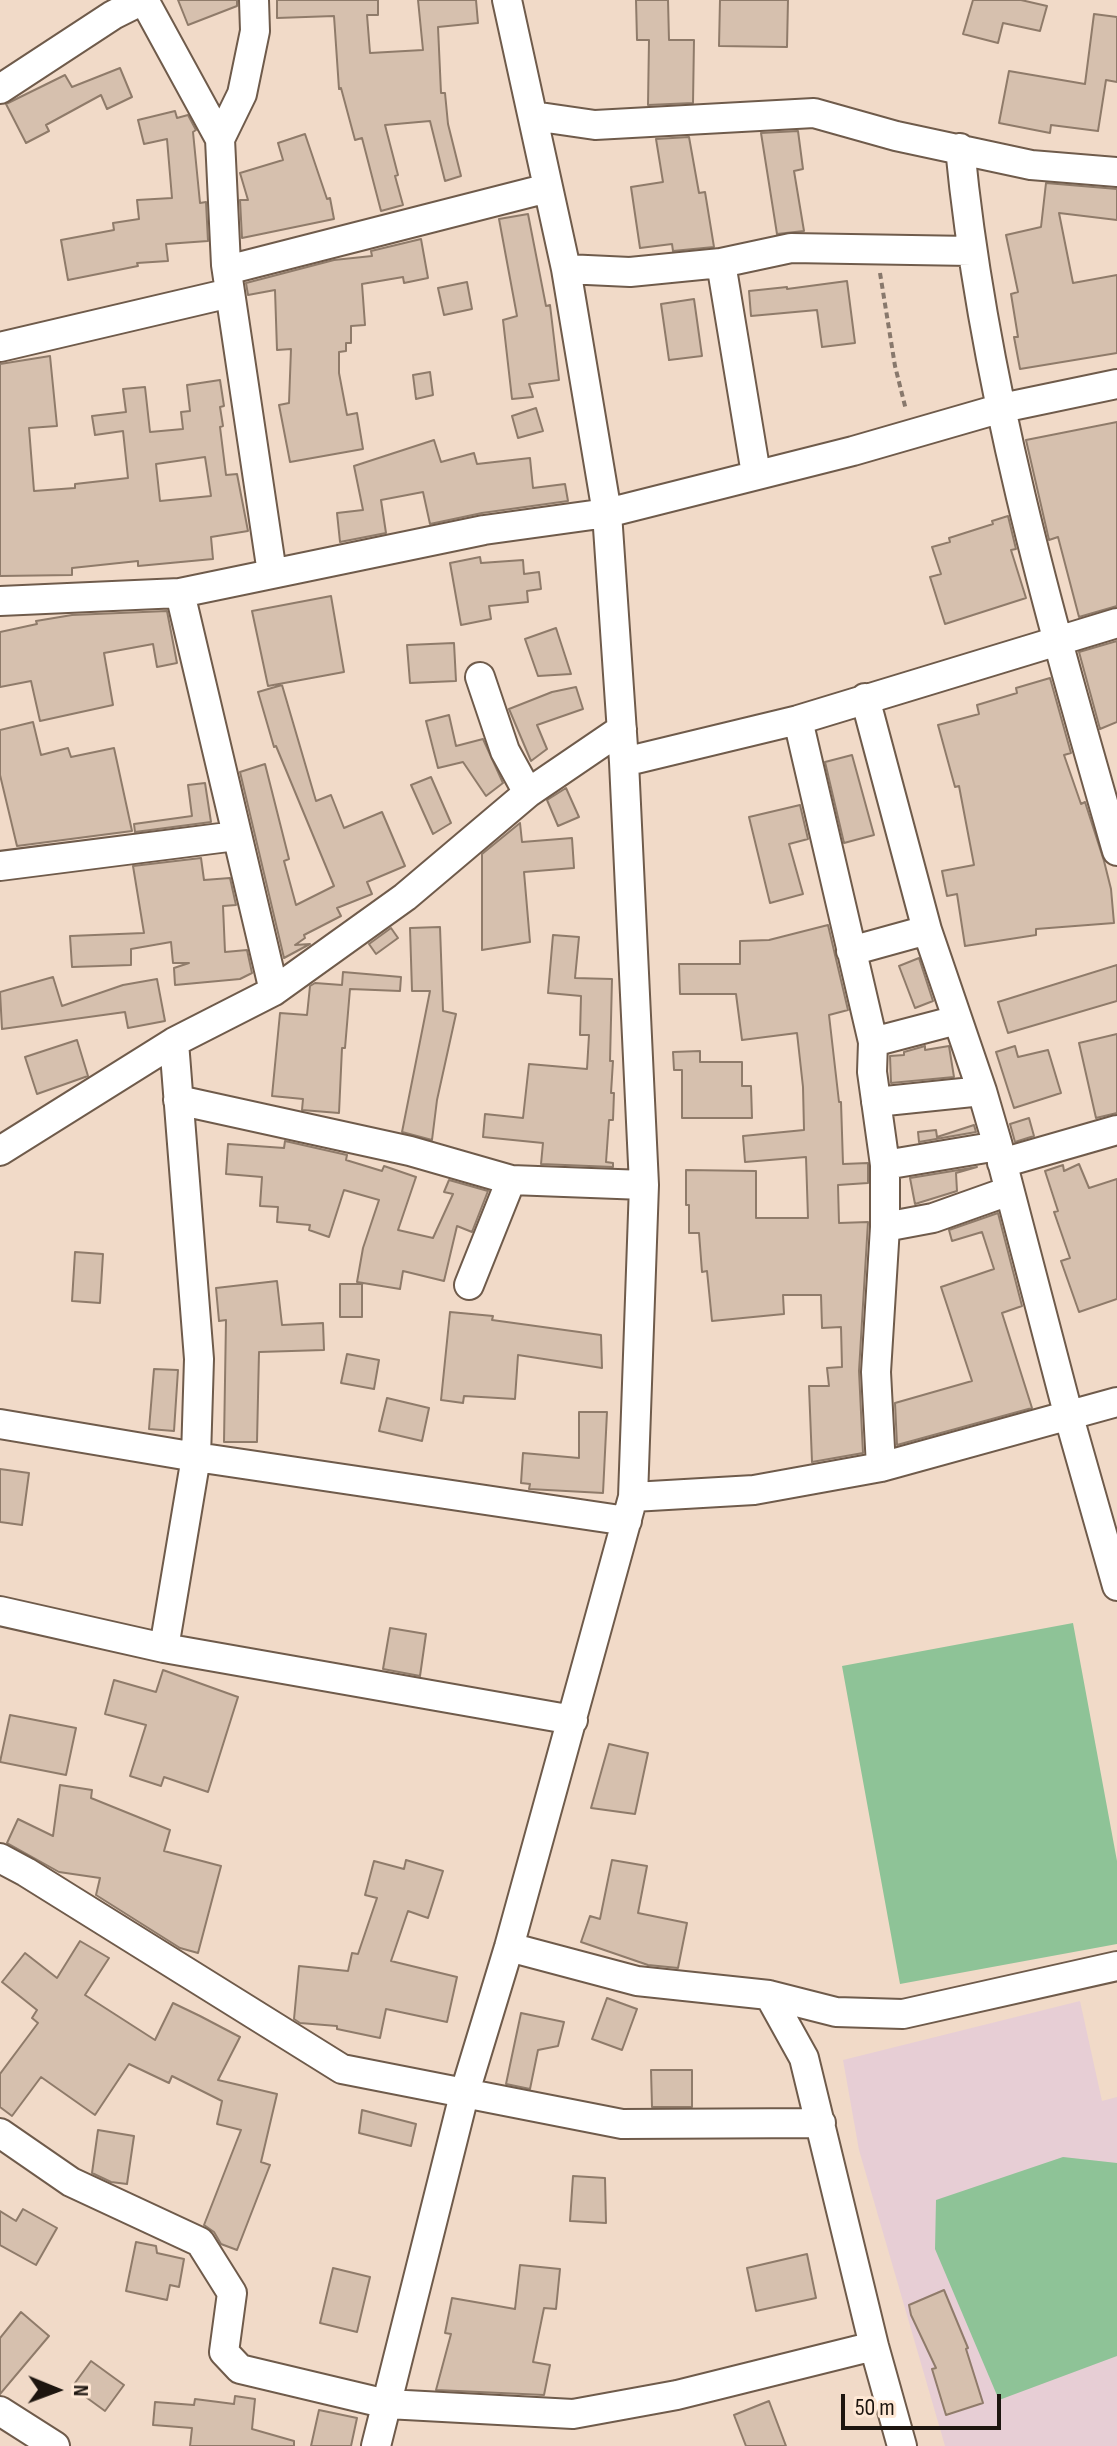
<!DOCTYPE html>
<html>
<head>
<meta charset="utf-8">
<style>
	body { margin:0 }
	#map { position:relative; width:1117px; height:2446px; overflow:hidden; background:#f1dac8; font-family:"Sofia Sans Condensed",sans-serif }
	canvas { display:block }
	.north { position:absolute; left:16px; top:2350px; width:80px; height:80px; -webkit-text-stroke:6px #ffe8d5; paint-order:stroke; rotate:91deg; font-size:22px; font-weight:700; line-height:32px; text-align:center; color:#1d150f }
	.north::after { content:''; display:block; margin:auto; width:28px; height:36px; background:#1d150f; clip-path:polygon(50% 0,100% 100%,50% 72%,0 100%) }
	.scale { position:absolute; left:841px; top:2394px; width:160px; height:36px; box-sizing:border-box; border:4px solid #1d150f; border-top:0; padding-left:10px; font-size:24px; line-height:28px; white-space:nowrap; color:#1d150f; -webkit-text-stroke:6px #ffe8d5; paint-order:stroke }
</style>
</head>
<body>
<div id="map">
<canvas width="1117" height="2446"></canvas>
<div class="north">N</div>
<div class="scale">50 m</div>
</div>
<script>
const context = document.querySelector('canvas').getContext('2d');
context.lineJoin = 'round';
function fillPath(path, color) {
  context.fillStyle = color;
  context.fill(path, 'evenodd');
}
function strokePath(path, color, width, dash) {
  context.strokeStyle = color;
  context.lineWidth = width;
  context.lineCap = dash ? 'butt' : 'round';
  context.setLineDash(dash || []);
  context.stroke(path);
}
fillPath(new Path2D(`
	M1080 2001 1102 2101 1117 2097V2446H945L859 2150 843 2060Z`), '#e7ced5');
fillPath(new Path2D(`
	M1073 1623 1117 1861V1944L900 1984 842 1666Z
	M1063 2157 1117 2163V2356L999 2400 935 2249 936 2200Z`), '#8ec397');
const building = new Path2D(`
	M178 0H237V6L188 25Z
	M277 0H378V15H367L370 53 423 50 418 0H476L478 23 438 27 441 93H445L448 124 461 176 445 181 430 121 385 125 398 175 395 176 403 205 381 211 362 138 355 140 341 88 339 89 334 16 277 18Z
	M636 0H668L669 40H694L693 103 648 105 649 40H637Z
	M720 0H788L787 47 719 46Z
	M973 0H1021L1047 6 1040 31 1003 23 998 43 963 34Z
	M1094 14 1117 17V82L1106 80 1098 131 1051 125 1050 133 999 123 1009 71 1085 84Z
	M120 68 132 97 107 109 101 95 46 125 49 131 26 143 6 104 65 75 72 87Z
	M175 111 177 118 188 115 196 130 193 132 200 203 206 202 208 241 166 244 168 261 137 263 138 266 68 280 61 240 114 230 113 223 139 219 137 200 172 198 167 139 144 144 138 120Z
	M798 131 803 169 794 171 804 231 777 234 761 133Z
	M305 134 327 199 330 198 334 219 242 238 240 200H248L240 173 283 160 278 143Z
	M689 137 699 193 705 192 714 247 673 251 672 244 640 248 631 187 663 182 656 139Z
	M1046 183 1117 189V220L1059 213 1073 283 1117 275V353L1020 369 1014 337H1018L1011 294 1018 292 1006 235 1041 227Z
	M528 214 546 306 550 305 559 380 529 384 533 397 512 399 503 320 517 316 499 219Z
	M421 239 428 278 404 283 403 277 362 284 365 325 351 326V343H346V351L339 352V373L347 415 357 413 363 449 290 462 279 405 289 403 291 349 277 350 275 290 248 295 246 283 334 260 372 256 371 251Z
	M847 281 855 343 822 347 817 310 751 316 749 291 787 287V289Z
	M467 282 472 309 444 315 438 288Z
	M694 299 702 356 669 360 661 304Z
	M50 356 57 426 29 428 34 491 75 488V484L128 478 123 431 95 435 92 416 126 412 123 389 145 387 150 432 183 429 181 412 190 411 187 385 220 380 224 406 220 407 223 426 220 427 226 475 237 474 248 531 211 537 213 559 138 566V561L72 568V575L0 576V364ZM205 457 211 496 160 501 156 464Z
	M430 372 433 395 416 399 413 375Z
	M536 408 543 431 518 438 512 416Z
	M1117 422V606L1079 617 1058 537 1049 540 1026 440Z
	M434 440 441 462 474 453 477 464 530 458 533 488 565 484 568 501 482 513 430 524 423 492 381 500 386 533 340 542 337 513 363 510 354 466Z
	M1008 516 1016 549 1011 550 1026 598 945 624 930 577 941 574 932 547 950 542 949 538 993 524 992 521Z
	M480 557 481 563 523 560 524 574 539 572 541 589 527 591 528 602 489 606 491 619 461 625 450 563Z
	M331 596 344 672 268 686 252 611Z
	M167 611 177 663 157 667 153 644 104 653 113 705 40 721 31 681 0 687V632L37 624 36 621 72 615Z
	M556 628 571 674 538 676 525 639Z
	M1117 641V722L1100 729 1079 652Z
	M454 643 456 681 410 683 407 645Z
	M1050 678 1071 753 1064 755 1081 804 1085 802 1104 861 1111 889 1114 923 1036 929V935L965 946 957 894 947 896 942 871 974 865 959 786 955 787 938 725 979 714 977 705 1017 693 1016 688Z
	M282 685 316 801 331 795 344 828 382 812 405 866 367 882 372 894 337 908 341 916 304 935 305 938 295 945 310 944 284 958 240 772 265 764 289 859 284 861 296 905 334 886 276 746 274 747 258 692Z
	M576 687 583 709 537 725 547 749 531 761 509 709 552 692Z
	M449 715 456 746 483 739 503 783 486 796 463 762 438 768 426 721Z
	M33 722 41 755 68 748 71 757 114 748 132 831 17 846 0 775V730Z
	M852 755 874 835 844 843 825 762Z
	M431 777 451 823 433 834 411 785Z
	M205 783 211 822 135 832 134 824 192 816 188 785Z
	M566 788 579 817 558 826 547 800Z
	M800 805 808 839 789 844 803 894 770 903 749 817Z
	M520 823 522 842 572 838 574 868 524 872 530 942 482 950V854Z
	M201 858 204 880 230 878 236 905 223 906 225 952 247 950 252 973 240 979 175 985 174 968 189 963H173L171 942 131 949V965L72 967 70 936 144 933 133 866Z
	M828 925 848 1010 829 1015 839 1102H841L843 1164 868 1163V1183L838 1185 839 1223 868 1222 859 1371 863 1453 812 1462 809 1386H829L827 1368 842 1367 841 1327 822 1328 821 1295H783L784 1314 712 1321 707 1271 702 1272 699 1233H689V1205H686V1170L756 1171V1218H808L806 1157 745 1162 743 1136 804 1130 803 1087 797 1033 742 1040 736 994H680L679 964H740V941L769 940Z
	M440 927 443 1011 456 1014 437 1100 432 1140 402 1132 430 991H412L410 928Z
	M391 928 398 938 376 954 369 944Z
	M553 935 579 937 575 978 612 979 610 1061H613L611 1093H614L613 1120H609L606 1162 613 1163V1167L541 1164 543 1143 483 1137 485 1114 523 1118 529 1064 587 1069 589 1035H580L581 996 548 993Z
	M919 958 933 1001 915 1008 899 966Z
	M1117 965V1001L1008 1033 998 1002Z
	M343 972 401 977 400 991 350 989 345 1048H342L339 1113 302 1110 303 1099 272 1096 280 1013 307 1015 310 986 315 983 342 985Z
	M53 977 62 1006 123 985 157 979 165 1021 128 1028 125 1012 2 1029 0 992Z
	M1117 1034V1113L1096 1118 1079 1043Z
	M77 1040 88 1076 37 1094 25 1057Z
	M925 1046V1050L949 1046 954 1077 891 1083 890 1056 904 1055V1052Z
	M1015 1046 1018 1057 1048 1050 1061 1093 1014 1108 996 1052Z
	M700 1051V1062H742V1086H751L752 1118H682V1070H674L673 1052Z
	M1029 1118 1034 1136 1015 1142 1010 1124Z
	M974 1125 976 1132 919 1142 918 1132 936 1130 937 1137Z
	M285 1141 347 1155 346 1160 382 1171 384 1166 416 1177 398 1230 433 1238 453 1194 444 1192 449 1180 488 1191 472 1232 457 1226 444 1281 403 1271 400 1289 357 1282 363 1248 379 1200 344 1190 329 1237 309 1230 310 1225 277 1222 278 1207 260 1206 262 1177 226 1174 228 1144 284 1148Z
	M1079 1164 1089 1188 1117 1179V1299L1079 1312 1061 1261 1070 1258 1054 1212 1058 1211 1045 1171 1063 1165 1064 1171Z
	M977 1167 956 1173 957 1191 915 1204 910 1178Z
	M998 1213 1022 1306 1002 1313 1032 1408 897 1445 895 1403 972 1381 941 1287 994 1269 982 1232 952 1241 949 1230Z
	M75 1252 103 1254 100 1303 72 1301Z
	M277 1281 282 1325 323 1323 324 1350 259 1352 257 1442H224L226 1320 219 1321 216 1288Z
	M340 1284H362V1317H340Z
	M450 1312 493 1316 492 1320 601 1335 602 1368 518 1355 515 1399 464 1396 463 1403 441 1400Z
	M347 1354 379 1360 374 1389 341 1383Z
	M154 1369 178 1370 174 1431 149 1429Z
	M387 1398 429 1408 422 1441 379 1431Z
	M579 1412H607L603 1493 529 1489 530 1484 521 1483 523 1453 579 1458Z
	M0 1469 29 1473 22 1525 0 1522Z
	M390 1628 426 1634 420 1676 383 1669Z
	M163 1670 238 1697 208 1792 164 1777 161 1786 130 1776 146 1725 105 1714 114 1680 156 1692Z
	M10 1715 76 1728 66 1775 0 1762Z
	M609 1744 648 1753 635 1814 591 1808Z
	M60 1785 92 1790 91 1798 170 1830 164 1851 221 1866 198 1953 180 1948 96 1895 100 1878 59 1872 7 1843 18 1819 53 1836Z
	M406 1860 443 1871 428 1918 408 1911 391 1961 457 1977 447 2022 386 2009 380 2038 337 2029V2026L300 2023 294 2019 299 1966 348 1971 352 1953 358 1954 377 1898 365 1895 374 1861 404 1869Z
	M612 1860 647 1866 638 1913 687 1923 678 1968 648 1965 581 1942 590 1916 600 1919Z
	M80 1941 109 1958 85 1995 155 2040 173 2003 200 2016 240 2037 218 2080 277 2094 261 2162 270 2165 237 2250 221 2244 214 2232 204 2225 241 2130 217 2124 222 2101 172 2076 169 2083 129 2064 95 2115 41 2077 12 2116 0 2107V2074L38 2023 32 2018 37 2010 2 1982 25 1953 57 1978Z
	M607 1998 637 2009 622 2050 592 2039Z
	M521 2013 564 2022 558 2046 538 2050 530 2089 506 2084Z
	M651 2070H692V2107H652Z
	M362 2110 416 2124 411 2146 359 2133Z
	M98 2130 134 2136 127 2184 111 2182 92 2173Z
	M573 2176 605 2178 606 2223 570 2221Z
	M23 2209 57 2228 36 2265 0 2245V2211L16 2221Z
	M136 2242 156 2246 157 2253 184 2259 179 2287 170 2285 167 2300 126 2291Z
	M807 2254 816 2298 756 2311 747 2268Z
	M520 2265 560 2269 556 2309 544 2308 533 2362 550 2365 544 2395 436 2390 451 2334 445 2333 452 2298 515 2309Z
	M333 2268 370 2277 357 2332 320 2323Z
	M944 2290 968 2348 966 2349 983 2403 946 2415 932 2369 936 2368 911 2315 909 2305Z
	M21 2312 49 2336 0 2394V2338Z
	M91 2361 124 2385 105 2411 72 2387Z
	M235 2396 255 2399 252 2429 294 2441V2446H190L192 2428 153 2425 155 2402 194 2405 195 2399 234 2404Z
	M769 2401 786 2446H746L734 2415Z
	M319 2410 357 2418 351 2446H311Z`);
fillPath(building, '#d6c0ae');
strokePath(building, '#8f7b6a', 2);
const minor = new Path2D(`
	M144 0 220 139 226 265 272 573
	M0 89 113 15 143 0
	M533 116 595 125 814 113 896 136 1031 165 1117 172
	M220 139 242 94 255 31 254 0
	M960 148C983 387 1051 621 1117 851
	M721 263 791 248 971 251
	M566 269 630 272 721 263 756 474
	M227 270 548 188
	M0 347 230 293
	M180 593 274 991
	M0 601 180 593 484 530 607 513 853 451 1002 408 1117 384
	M480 677 505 751 528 793
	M865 698 927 930 982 1091 998 1146 1069 1417 1117 1586
	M798 720 873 1042 872 1072 885 1165V1227L876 1372 881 1467
	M624 762 798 720 1117 623
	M0 866 236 836
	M851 951 927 930
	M873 1042 957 1020
	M178 1100 410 1151 511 1180 644 1185
	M876 1102 982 1091
	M0 1151 174 1042 274 991 405 897 528 793 622 729
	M1002 1163 1117 1130
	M885 1165 998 1146
	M885 1227 933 1218 1009 1191
	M469 1285 511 1180
	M0 1424 196 1457 627 1521
	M633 1497 754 1490 881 1467 1117 1402
	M0 1611 164 1648 573 1720
	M164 1648 196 1457 199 1359 174 1042
	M0 1858 26 1872 342 2069 622 2124 821 2123
	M509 1947 637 1981 769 1995 836 2012 903 2014 1117 1966
	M769 1995 804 2058 874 2346 902 2446
	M0 2133 71 2182 200 2242 232 2293 224 2352 240 2369 387 2404 573 2414 677 2395 874 2346
	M0 2411 55 2446
	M376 2446 464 2095 509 1947 633 1497 644 1185 624 762 607 513 566 269 507 0`);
strokePath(minor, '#6f5b4b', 32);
strokePath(new Path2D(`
	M880 273 895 366 906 410`), '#88786c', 4, [6, 4]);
strokePath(minor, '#fff', 28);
</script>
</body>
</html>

▶ Work required
Search the data above for lines holding "canvas" and copy each of them.

▶ Task answer
	canvas { display:block }
<canvas width="1117" height="2446"></canvas>
const context = document.querySelector('canvas').getContext('2d');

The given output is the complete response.